The Notification and Federal Employee Antidiscrimination and Retaliation Act of 2002 is a United States federal law that seeks to discourage federal managers and supervisors from engaging in unlawful discrimination and retaliation.  It is popularly called the No-FEAR Act, and is also known as Public Law 107–174.

Enactment
On August 18, 2000, a federal jury found the US Environmental Protection Agency (EPA) guilty of violating the civil rights of Dr. Marsha Coleman-Adebayo on the basis of race, sex, color and a hostile work environment, under the Civil Rights Act of 1964. She was awarded $600,000. The EPA had refused to promote Coleman-Adebayo shortly after she alleged the presence of environmental and health problems at the Brits, South Africa, vanadium mines.

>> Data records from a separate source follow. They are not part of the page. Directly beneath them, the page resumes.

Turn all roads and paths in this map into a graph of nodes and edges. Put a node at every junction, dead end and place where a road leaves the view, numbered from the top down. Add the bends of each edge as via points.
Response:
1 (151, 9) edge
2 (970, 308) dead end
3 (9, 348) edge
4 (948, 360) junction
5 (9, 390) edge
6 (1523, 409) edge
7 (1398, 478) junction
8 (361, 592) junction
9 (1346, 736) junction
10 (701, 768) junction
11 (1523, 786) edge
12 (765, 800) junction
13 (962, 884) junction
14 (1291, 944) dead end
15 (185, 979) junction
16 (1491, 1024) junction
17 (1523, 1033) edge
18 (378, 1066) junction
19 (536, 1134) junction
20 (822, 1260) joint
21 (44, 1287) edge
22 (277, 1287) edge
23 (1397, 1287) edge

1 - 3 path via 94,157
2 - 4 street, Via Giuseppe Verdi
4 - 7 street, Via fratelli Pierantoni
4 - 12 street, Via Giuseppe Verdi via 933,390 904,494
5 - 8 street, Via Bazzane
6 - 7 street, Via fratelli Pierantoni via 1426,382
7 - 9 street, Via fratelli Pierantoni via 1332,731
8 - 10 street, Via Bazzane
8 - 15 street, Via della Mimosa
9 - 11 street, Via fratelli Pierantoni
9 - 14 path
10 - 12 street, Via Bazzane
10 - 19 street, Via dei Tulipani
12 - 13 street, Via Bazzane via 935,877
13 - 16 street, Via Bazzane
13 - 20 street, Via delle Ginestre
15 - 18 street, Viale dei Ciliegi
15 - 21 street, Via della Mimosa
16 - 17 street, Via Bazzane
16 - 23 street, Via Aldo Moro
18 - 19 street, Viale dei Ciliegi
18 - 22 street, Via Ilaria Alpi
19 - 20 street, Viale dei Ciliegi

Sparked by this outcome, Congressman F. James Sensenbrenner, Chairman of the House Judiciary Committee and Texas Congresswoman Sheila Jackson-Lee introduced the No-FEAR Act into Congress. Dr. Coleman-Adebayo founded the No FEAR Institute to organize support for the bill's purposes while continuing to work for the EPA. The No FEAR Institute spearheaded the No FEAR Coalition to advocate for passage of the Act.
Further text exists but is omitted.